Segment Open

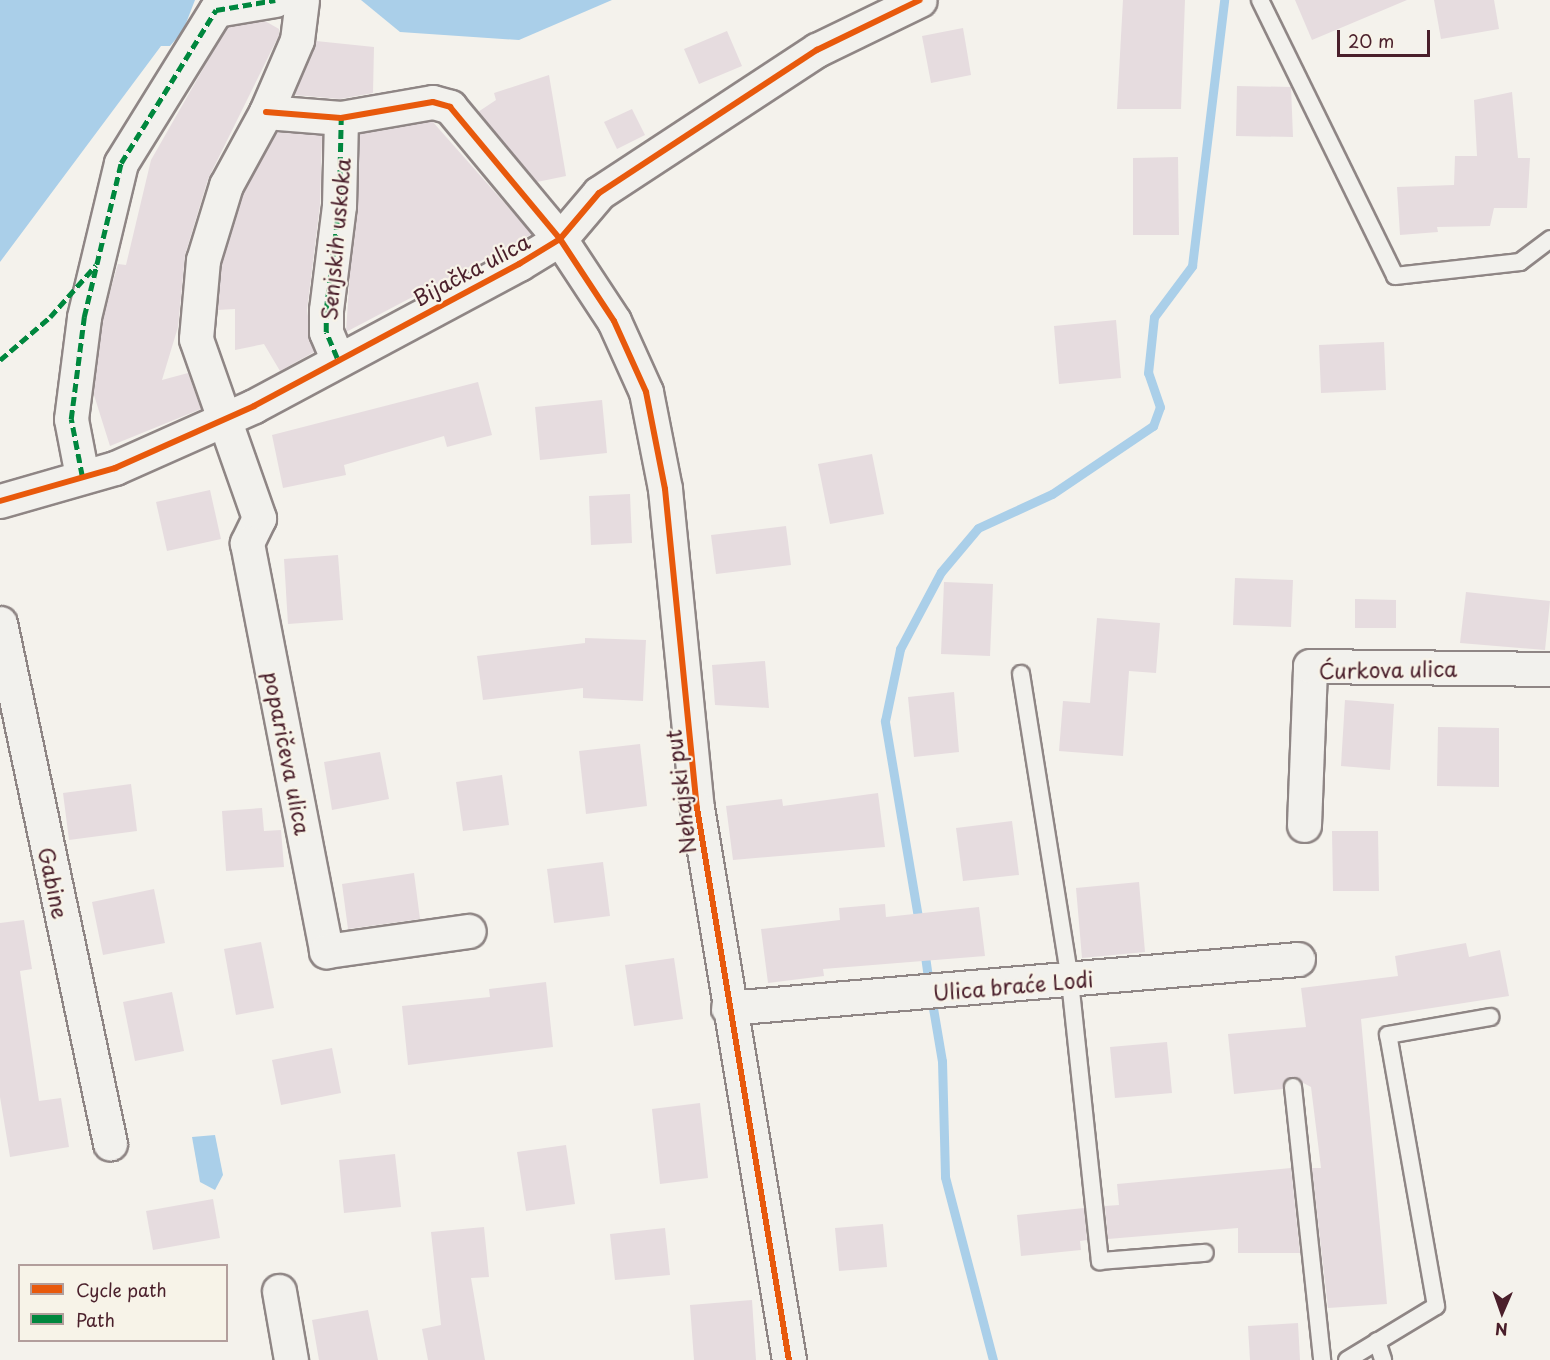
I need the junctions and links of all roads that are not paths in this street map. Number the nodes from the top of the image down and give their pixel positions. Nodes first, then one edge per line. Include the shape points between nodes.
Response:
1 (275, 0) edge
2 (302, 0) edge
3 (920, 0) edge
4 (1260, 0) edge
5 (266, 112) junction
6 (342, 118) junction
7 (560, 239) junction
8 (1550, 239) edge
9 (336, 358) junction
10 (220, 420) junction
11 (82, 476) junction
12 (0, 501) edge
13 (0, 623) edge
14 (1550, 669) edge
15 (1020, 674) dead end
16 (1304, 825) dead end
17 (469, 931) dead end
18 (1298, 959) dead end
19 (1070, 981) junction
20 (728, 1008) junction
21 (1490, 1017) dead end
22 (1293, 1088) dead end
23 (110, 1143) dead end
24 (1204, 1253) dead end
25 (279, 1291) dead end
26 (1377, 1341) junction
27 (291, 1360) edge
28 (789, 1360) edge
29 (1322, 1360) edge
30 (1347, 1360) edge
31 (1383, 1360) edge

1 - 11 street via 216,10 121,163 84,317 71,419
2 - 5 street via 297,40
3 - 7 street, Bijačka ulica via 817,50 599,193
4 - 8 lane via 1395,276 1520,262
5 - 6 street, Nehajski put
5 - 10 street via 226,185 203,260 196,339
6 - 7 street, Nehajski put via 433,102 450,107
6 - 9 street, Senjskih uskoka via 339,206 326,310
7 - 9 street, Bijačka ulica
7 - 20 street, Nehajski put via 614,321 646,392 665,489 697,808
9 - 10 street, Bijačka ulica
10 - 11 street, Bijačka ulica via 115,468
10 - 17 street, poparičeva ulica via 259,518 247,543 326,951
11 - 12 street, Bijačka ulica
13 - 23 street, Gabine
14 - 16 street, Ćurkova ulica via 1310,666
15 - 19 lane
18 - 19 street, Ulica braće Lodi
19 - 20 street, Ulica braće Lodi
19 - 24 lane via 1100,1261
20 - 28 street, Nehajski put
21 - 26 lane via 1388,1035 1436,1306
22 - 29 lane
25 - 27 street
26 - 30 lane
26 - 31 lane

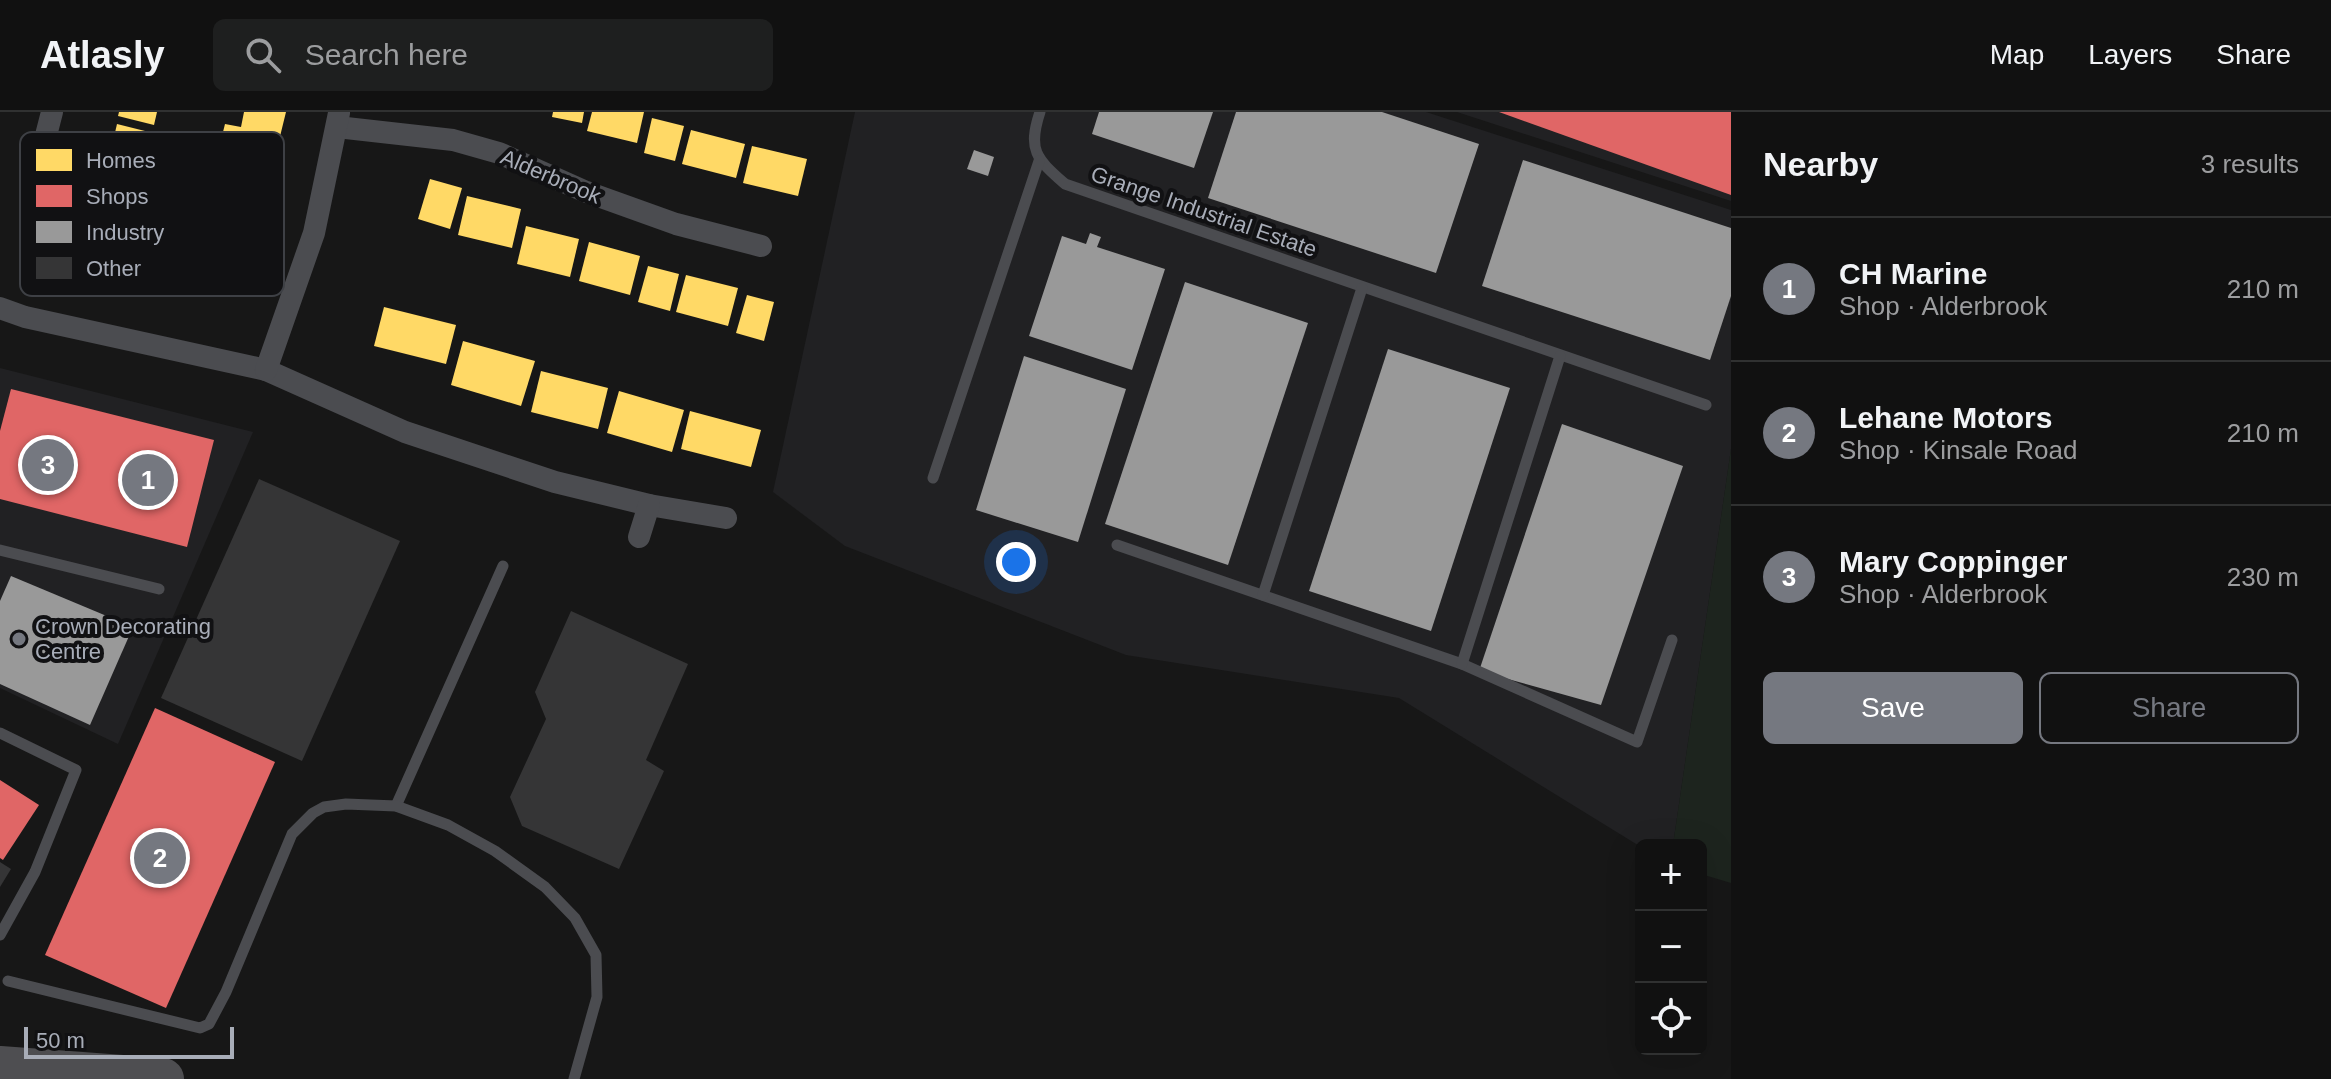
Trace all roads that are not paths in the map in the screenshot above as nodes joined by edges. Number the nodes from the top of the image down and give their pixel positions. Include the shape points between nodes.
1 (52, 112) edge
2 (1040, 112) edge
3 (338, 119) edge
4 (47, 132) edge
5 (1039, 161) junction
6 (761, 246) dead end
7 (1362, 288) junction
8 (0, 308) edge
9 (1560, 356) junction
10 (266, 370) junction
11 (1706, 405) dead end
12 (933, 478) dead end
13 (649, 505) junction
14 (726, 518) dead end
15 (639, 537) dead end
16 (1117, 545) dead end
17 (0, 550) edge
18 (503, 566) dead end
19 (159, 589) dead end
20 (1263, 595) junction
21 (1672, 640) dead end
22 (1462, 664) junction
23 (0, 733) edge
24 (396, 806) junction
25 (0, 935) edge
26 (8, 981) dead end
27 (0, 1067) edge
28 (163, 1079) edge
29 (574, 1079) edge

1 - 4 street
2 - 5 lane via 1033,133
3 - 6 street, Alderbrook via 499,153 676,224
3 - 10 street, Alderbrook via 314,233
5 - 7 lane, Grange Industrial Estate via 1065,184
5 - 12 lane
7 - 9 lane, Grange Industrial Estate
7 - 20 lane
8 - 10 street
9 - 11 lane, Grange Industrial Estate
9 - 22 lane
10 - 13 street via 405,432 555,482
13 - 14 street
13 - 15 street
16 - 20 lane
17 - 19 lane
18 - 24 lane
20 - 22 lane
21 - 22 lane via 1637,742
23 - 25 lane via 76,770 35,872
24 - 26 lane via 324,807 292,834 209,1024 200,1028
24 - 29 lane via 448,825 495,851 545,887 575,918 596,955 597,997
27 - 28 highway

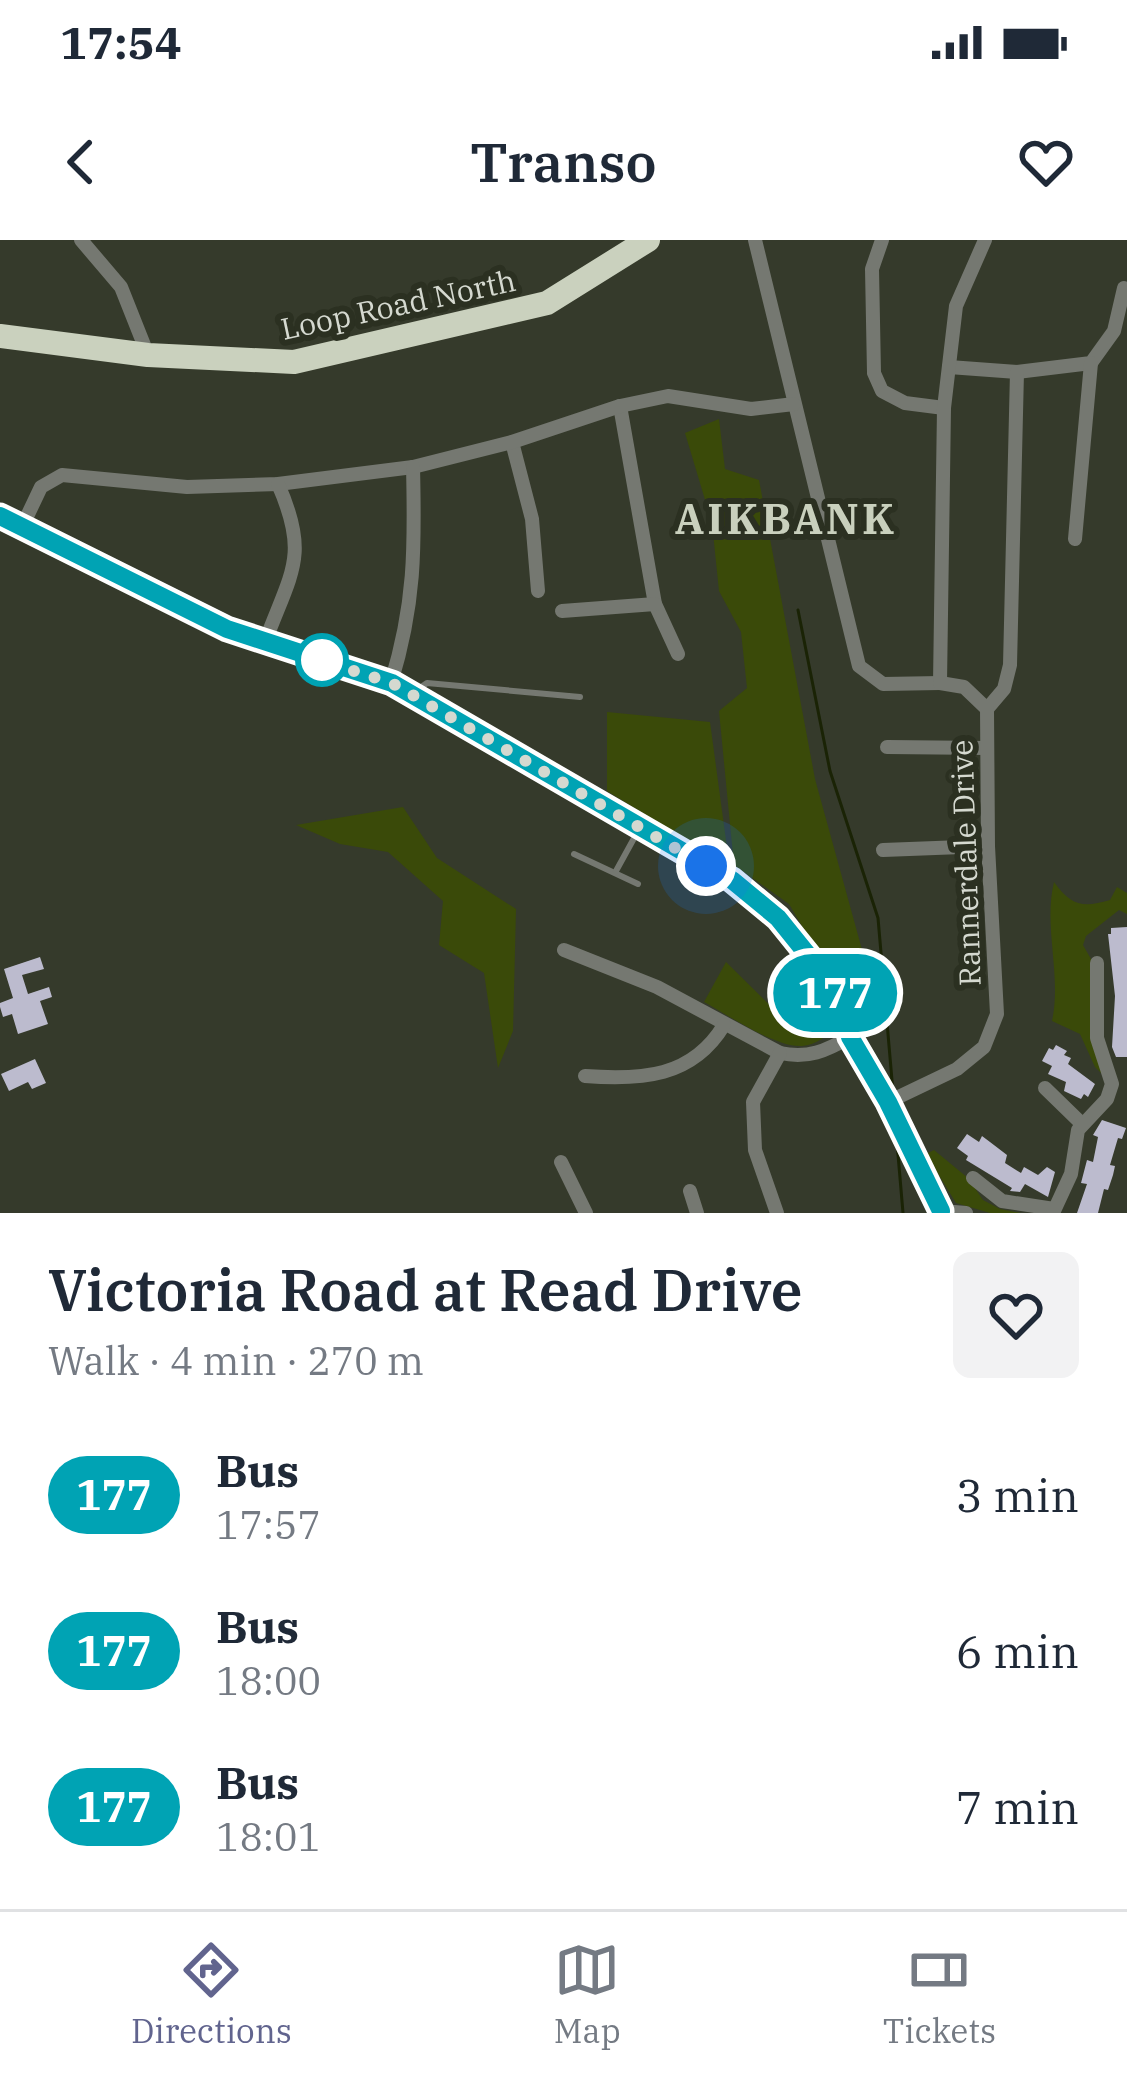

Segment Closed

### Try it
Scan the material above for the string "down". Copy each line that holds it.

### Reply
I need the junctions and links of all roads that are not paths in this street map. Number the nodes from the top of the image down and give their pixel positions. Nodes first, then one edge per line. Include the shape points between nodes.
Trace all roads that are not paths in the map in the screenshot above as nodes joined by edges. Number the nodes from the top of the image down and give their pixel positions. Include the shape points between nodes.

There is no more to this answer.